When irrigation isn’t enough: protecting wages from rainfall shocks

This is our 2nd blog post for our Job Market Paper Series blog for 2025-2026.


Roshan Saha is a PhD candidate in Applied Economics at Auburn University. He works at the intersection of caste, climate and development economics. His dissertation examines the impact of caste on access to credit, and how rainfall shocks affect wages of agricultural laborers in India. 

Imagine you are a farmer in rural India. The monsoon season is approaching, and your livelihood depends on it. But contrary to the assumptions of many economic models, you likely don’t have access to 30 years of precise rainfall data to calculate long-term averages. Instead, you remember the drought from two years ago or the flood from last year. You make decisions based on what you’ve experienced recently: behavior economists and psychologists call ‘recency bias’ or availability heuristics (Tversky & Kahneman, 1974). 

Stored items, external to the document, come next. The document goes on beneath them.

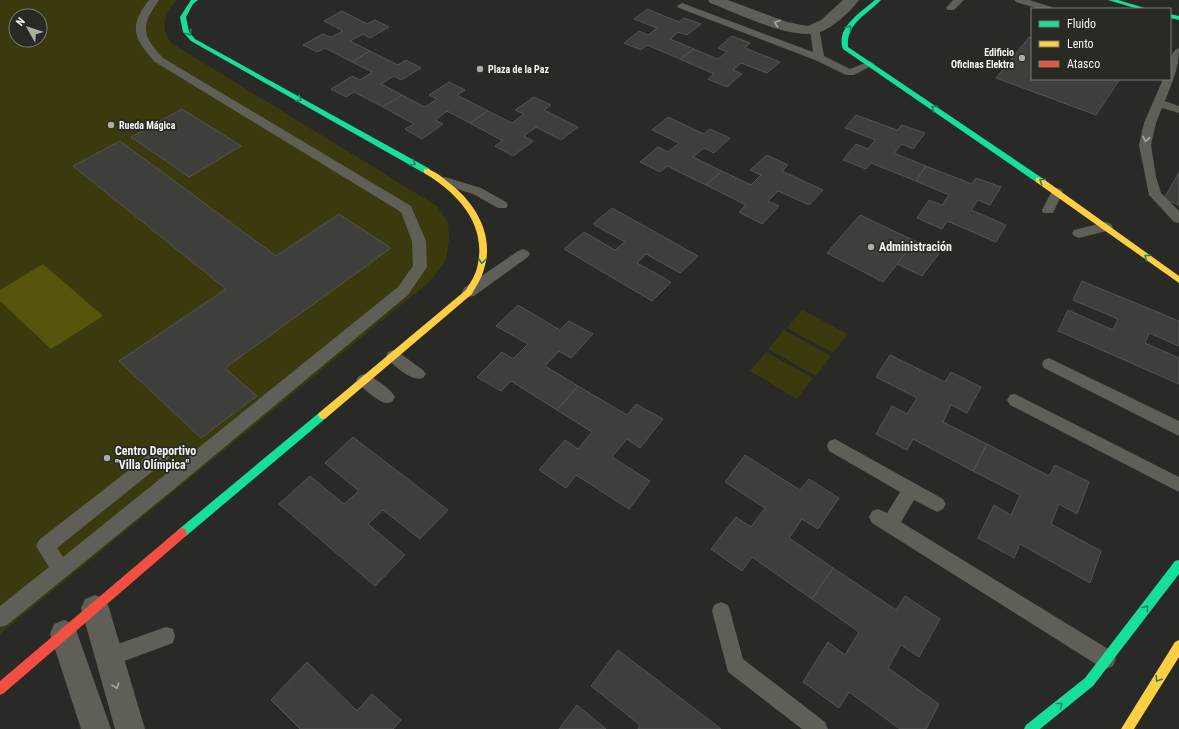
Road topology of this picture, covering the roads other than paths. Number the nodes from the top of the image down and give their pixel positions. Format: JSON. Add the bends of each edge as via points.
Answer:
{"nodes":[{"id":1,"x":154,"y":0,"type":"edge"},
{"id":2,"x":195,"y":0,"type":"edge"},
{"id":3,"x":714,"y":0,"type":"edge"},
{"id":4,"x":852,"y":0,"type":"edge"},
{"id":5,"x":878,"y":0,"type":"edge"},
{"id":6,"x":959,"y":0,"type":"edge"},
{"id":7,"x":1019,"y":0,"type":"edge"},
{"id":8,"x":1111,"y":0,"type":"edge"},
{"id":9,"x":682,"y":6,"type":"dead end"},
{"id":10,"x":952,"y":8,"type":"dead end"},
{"id":11,"x":1046,"y":8,"type":"edge"},
{"id":12,"x":1141,"y":8,"type":"edge"},
{"id":13,"x":815,"y":29,"type":"junction"},
{"id":14,"x":1179,"y":50,"type":"edge"},
{"id":15,"x":819,"y":58,"type":"junction"},
{"id":16,"x":870,"y":64,"type":"junction"},
{"id":17,"x":1171,"y":72,"type":"edge"},
{"id":18,"x":1168,"y":80,"type":"edge"},
{"id":19,"x":1160,"y":103,"type":"junction"},
{"id":20,"x":1179,"y":110,"type":"edge"},
{"id":21,"x":445,"y":181,"type":"junction"},
{"id":22,"x":1057,"y":192,"type":"junction"},
{"id":23,"x":502,"y":205,"type":"dead end"},
{"id":24,"x":1048,"y":210,"type":"dead end"},
{"id":25,"x":1179,"y":219,"type":"edge"},
{"id":26,"x":1106,"y":227,"type":"junction"},
{"id":27,"x":1078,"y":233,"type":"dead end"},
{"id":28,"x":523,"y":254,"type":"dead end"},
{"id":29,"x":1179,"y":280,"type":"edge"},
{"id":30,"x":469,"y":292,"type":"junction"},
{"id":31,"x":393,"y":356,"type":"junction"},
{"id":32,"x":1049,"y":364,"type":"dead end"},
{"id":33,"x":418,"y":374,"type":"dead end"},
{"id":34,"x":364,"y":380,"type":"junction"},
{"id":35,"x":387,"y":397,"type":"dead end"},
{"id":36,"x":1016,"y":400,"type":"dead end"},
{"id":37,"x":1179,"y":429,"type":"edge"},
{"id":38,"x":835,"y":446,"type":"dead end"},
{"id":39,"x":162,"y":454,"type":"dead end"},
{"id":40,"x":1179,"y":485,"type":"edge"},
{"id":41,"x":911,"y":489,"type":"junction"},
{"id":42,"x":937,"y":504,"type":"dead end"},
{"id":43,"x":1179,"y":566,"type":"edge"},
{"id":44,"x":61,"y":569,"type":"junction"},
{"id":45,"x":95,"y":608,"type":"junction"},
{"id":46,"x":721,"y":611,"type":"dead end"},
{"id":47,"x":0,"y":618,"type":"edge"},
{"id":48,"x":64,"y":634,"type":"junction"},
{"id":49,"x":166,"y":636,"type":"dead end"},
{"id":50,"x":1179,"y":646,"type":"edge"},
{"id":51,"x":108,"y":657,"type":"junction"},
{"id":52,"x":1106,"y":659,"type":"junction"},
{"id":53,"x":0,"y":689,"type":"edge"},
{"id":54,"x":96,"y":729,"type":"edge"},
{"id":55,"x":130,"y":729,"type":"edge"},
{"id":56,"x":818,"y":729,"type":"edge"},
{"id":57,"x":1030,"y":729,"type":"edge"},
{"id":58,"x":1126,"y":729,"type":"edge"}],
"edges":[{"from":1,"to":44,"type":"lane","via":[[145,10],[140,31],[145,46],[159,60],[406,209],[419,241],[420,268],[403,290]]},
{"from":2,"to":21,"type":"street","one_way":true,"via":[[183,17],[186,32],[193,40]]},
{"from":13,"to":3,"type":"street","one_way":true,"via":[[796,30]]},
{"from":4,"to":13,"type":"street"},
{"from":16,"to":5,"type":"street","one_way":true,"via":[[845,48],[843,43],[846,30]]},
{"from":6,"to":10,"type":"lane"},
{"from":7,"to":11,"type":"lane"},
{"from":8,"to":12,"type":"street"},
{"from":9,"to":15,"type":"lane"},
{"from":13,"to":15,"type":"lane"},
{"from":14,"to":17,"type":"lane"},
{"from":15,"to":16,"type":"lane","via":[[850,73]]},
{"from":22,"to":16,"type":"street","one_way":true},
{"from":18,"to":19,"type":"lane"},
{"from":19,"to":20,"type":"lane"},
{"from":19,"to":25,"type":"lane","one_way":true,"via":[[1150,123],[1145,146],[1150,177],[1156,195]]},
{"from":21,"to":23,"type":"lane","via":[[477,191]]},
{"from":21,"to":30,"type":"street","one_way":true,"via":[[467,202],[484,244],[481,268]]},
{"from":22,"to":24,"type":"lane"},
{"from":22,"to":26,"type":"street"},
{"from":26,"to":27,"type":"lane"},
{"from":29,"to":26,"type":"street","one_way":true},
{"from":28,"to":30,"type":"lane"},
{"from":30,"to":31,"type":"street"},
{"from":31,"to":33,"type":"lane"},
{"from":31,"to":34,"type":"street"},
{"from":32,"to":37,"type":"lane"},
{"from":34,"to":35,"type":"lane"},
{"from":34,"to":45,"type":"street"},
{"from":36,"to":40,"type":"lane"},
{"from":38,"to":41,"type":"lane"},
{"from":39,"to":44,"type":"lane","via":[[45,546]]},
{"from":41,"to":42,"type":"lane"},
{"from":41,"to":52,"type":"lane","via":[[884,521]]},
{"from":52,"to":43,"type":"street","one_way":true},
{"from":44,"to":47,"type":"lane"},
{"from":45,"to":48,"type":"street"},
{"from":45,"to":51,"type":"street"},
{"from":46,"to":56,"type":"lane","via":[[735,665]]},
{"from":48,"to":53,"type":"street"},
{"from":48,"to":54,"type":"street"},
{"from":49,"to":51,"type":"lane"},
{"from":50,"to":58,"type":"street","one_way":true},
{"from":51,"to":55,"type":"street","one_way":true},
{"from":57,"to":52,"type":"street","one_way":true,"via":[[1089,682]]}]}
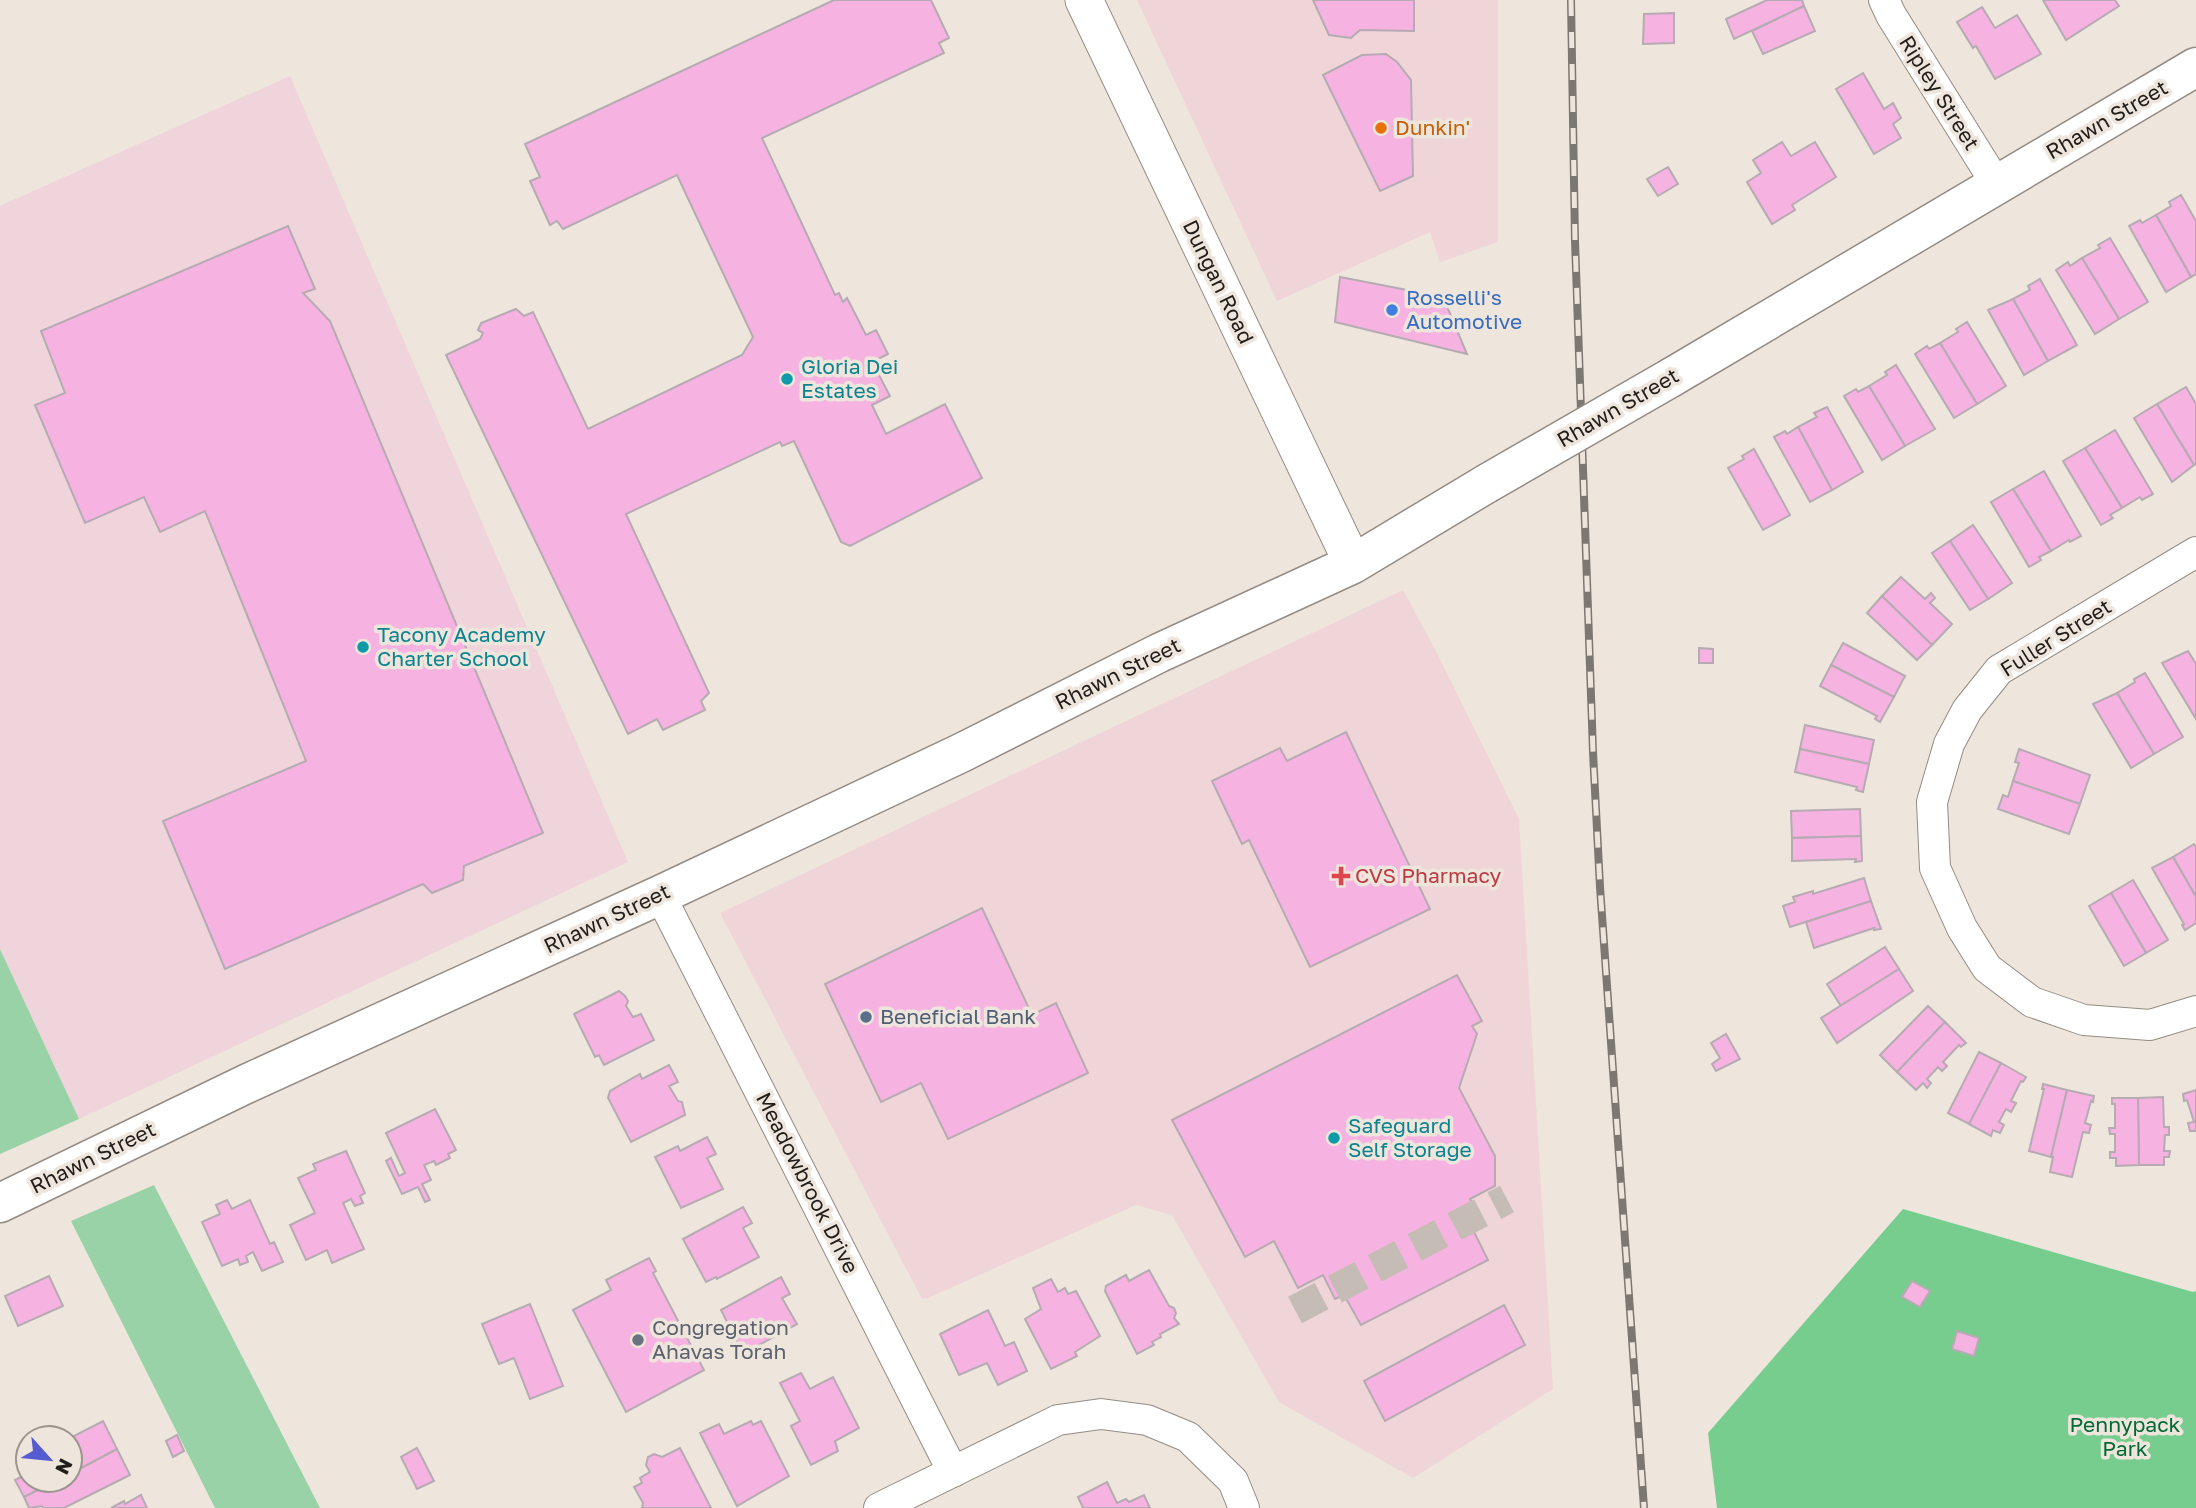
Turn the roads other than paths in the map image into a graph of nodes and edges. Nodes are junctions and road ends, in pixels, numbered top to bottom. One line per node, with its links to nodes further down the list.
1 (1084, 0): 6 (street, Dungan Road)
2 (1884, 0): 4 (street, Ripley Street)
3 (2196, 67): 4 (main road, Rhawn Street)
4 (1997, 185): 6 (main road, Rhawn Street, bridge)
5 (2196, 552): 8 (street, Fuller Street)
6 (1353, 564): 7 (main road, Rhawn Street)
7 (660, 895): 9 (main road, Rhawn Street); 10 (street, Meadowbrook Drive)
8 (2196, 1011)
9 (0, 1203)
10 (953, 1472): 11 (street); 12 (street)
11 (879, 1508)
12 (1244, 1508)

In India, approximately 55% of net sown area relies on rainfall (Shagun, 2023). Despite significant improvements, many farmers still lack access to real-time, actionable forecasts. There are various reasons for the low adoption of modern rainfall forecast infrastructure: accessibility, difficulty in interpretation, and trust and risk aversion (Hegde, 2023). This information gap forces them to rely on heuristics to form expectations about the weather. 

In my job market paper, I (along with Mykel Taylor and Sunjae Won) ask: How do rainfall shocks—defined by recent experiences rather than long-term historical averages—affect the wages of male and female agricultural field laborers in India? To explain the possible channels through which this effect operates, we also investigate the role of irrigation infrastructure and agricultural markets, at the district-level, in moderating the effect of rainfall shock on wages.

Redefining Rainfall Shocks

Most existing economic literature defines a ‘rainfall shock’ by comparing observed rainfall to historical (approximately 30-years) averages. Scientifically, this is the most appropriate method to estimate shocks. But it assumes farmers can accurately retrieve information regarding historical rainfall distributions. When operating under uncertain conditions, this assumption is not plausible, and agents often weigh recent events more heavily (Malmendier & Wachter, 2024).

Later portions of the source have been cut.